TALLAHASSEE — The state's 836,000 unemployed workers are in for more bad news: Their unemployment benefits are going to start running out sooner.
State officials said this week that 20 weeks of federal extended unemployment benefits are to start disappearing next month. That's on top of three weeks of state unemployment benefits that evaporated in January for newly unemployed workers.
Bottom line: The meager check for the state's unemployed — $275 a week — is going to have to stretch further.
The change is more the result of policy decisions in Washington and Tallahassee than a reflection of the state's improved economic scenario.
"It's not fair to characterize it as an indicator of an improved economy," said Maurice Emsellem, policy co-director of the National Employment Law Project. "It's just an indicator that the economy hasn't gotten worse."
About 30,000 people are currently drawing extended federal benefits. How long someone can receive unemployment benefits depends on a person's individual circumstances — mainly when they first started receiving their benefits. The state and federal government had been paying benefits for a maximum of 99 weeks. That number will be smaller going forward, though how small depends on the state's unemployment rate and whether Congress acts to extend another program set to expire in December.
The state Department of Economic Opportunity estimates 14,000 Floridians may apply for extended benefits through May 12, the last week they can be paid regardless of any benefits remaining on the claim. Some may be eligible for a 10-week extension through June.
The department will notify recipients of the phase-out by mail.
Florida is one of eight states losing the additional benefits, which are expected to be phased out nationwide by fall.
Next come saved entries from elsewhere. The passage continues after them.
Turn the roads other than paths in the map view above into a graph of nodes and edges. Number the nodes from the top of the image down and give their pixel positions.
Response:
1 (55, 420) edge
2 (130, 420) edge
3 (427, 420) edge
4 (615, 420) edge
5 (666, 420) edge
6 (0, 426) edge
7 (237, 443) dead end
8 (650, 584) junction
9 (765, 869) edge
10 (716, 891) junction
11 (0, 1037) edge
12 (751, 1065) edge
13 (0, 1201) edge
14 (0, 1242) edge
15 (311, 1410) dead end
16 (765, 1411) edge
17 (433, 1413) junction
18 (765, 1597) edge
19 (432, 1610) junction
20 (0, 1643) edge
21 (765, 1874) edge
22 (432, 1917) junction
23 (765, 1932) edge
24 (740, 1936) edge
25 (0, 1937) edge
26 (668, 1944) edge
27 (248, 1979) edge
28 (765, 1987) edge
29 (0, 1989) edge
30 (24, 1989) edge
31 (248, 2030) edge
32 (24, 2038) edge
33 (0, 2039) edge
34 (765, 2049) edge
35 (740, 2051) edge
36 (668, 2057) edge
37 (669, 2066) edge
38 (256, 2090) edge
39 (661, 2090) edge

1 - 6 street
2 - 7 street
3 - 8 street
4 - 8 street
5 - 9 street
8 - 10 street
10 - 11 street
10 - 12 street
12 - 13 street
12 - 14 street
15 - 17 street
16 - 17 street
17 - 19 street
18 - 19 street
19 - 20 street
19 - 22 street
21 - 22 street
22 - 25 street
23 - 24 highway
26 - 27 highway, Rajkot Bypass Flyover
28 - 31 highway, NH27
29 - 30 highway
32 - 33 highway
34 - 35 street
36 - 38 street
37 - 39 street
To continue offering extended benefits, Florida's unemployment rate would have needed to exceed 10 percent based on a formula devised by Congress called the three-year "look-back." Officials knew that was unlikely to happen.
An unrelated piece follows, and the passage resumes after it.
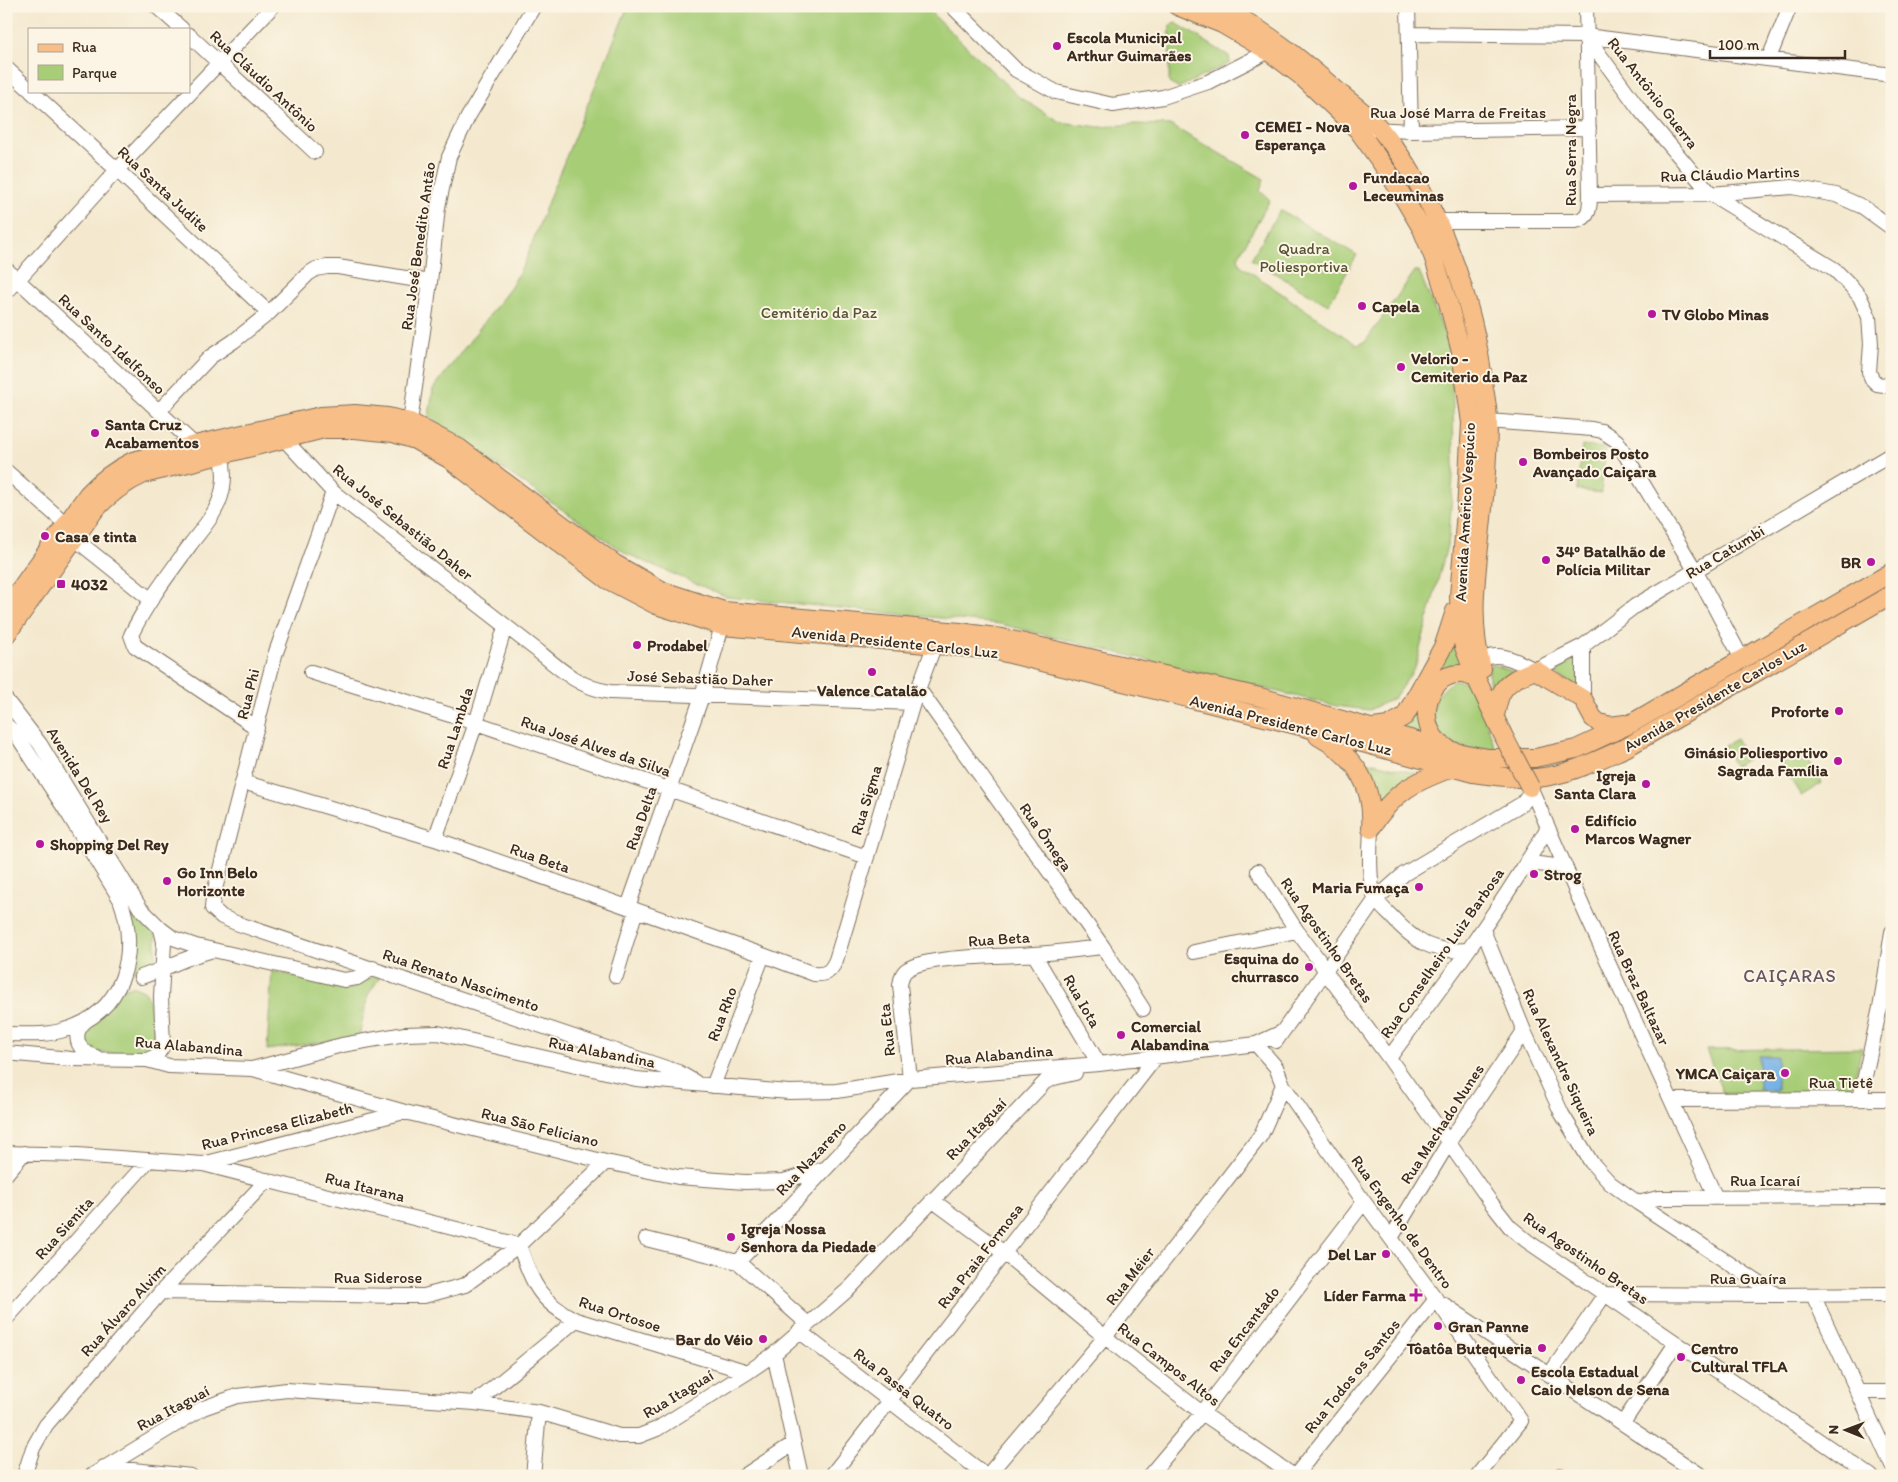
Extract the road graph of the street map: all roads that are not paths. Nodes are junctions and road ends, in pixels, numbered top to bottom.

The number of people receiving unemployment assistance in Florida has been in decline since peaking in mid 2009. Recipients of federal and state unemployment compensation dropped from 561,736 on Jan. 31, 2011, to 345,052 on March 31, 2012.
Economists and Gov. Rick Scott credit a brightened economic outlook.
But advocates for the unemployed say the program's phase-out is another blow for people out of work.
In 2011, the Republican-led Legislature passed several measures to restrict access to unemployment compensation, including moving the application process online, requiring an online workplace skills review and making recipients prove they made contact with at least five prospective employers each week, among other business-friendly moves.
Florida became the first state to implement a sliding scale for the maximum number of weeks state compensation is offered, ranging from 12 to 23 weeks depending on the unemployment rate. The maximum used to be 26 weeks, standard for most states, before kicking into federal extensions.
"A lot of damage was done to the (unemployment compensation) safety net by the Florida Legislature in the name of saving money for employers and the state," said Valory Greenfield, staff attorney for Florida Legal Services.
Her nonprofit law firm represents the Miami Workers Center, which asked the U.S. Department of Labor to investigate Florida's system after the unemployment compensation changes were implemented. The center alleges that the changes discriminate against people who speak limited English or have disabilities.
A Labor Department spokesman said the investigation is ongoing.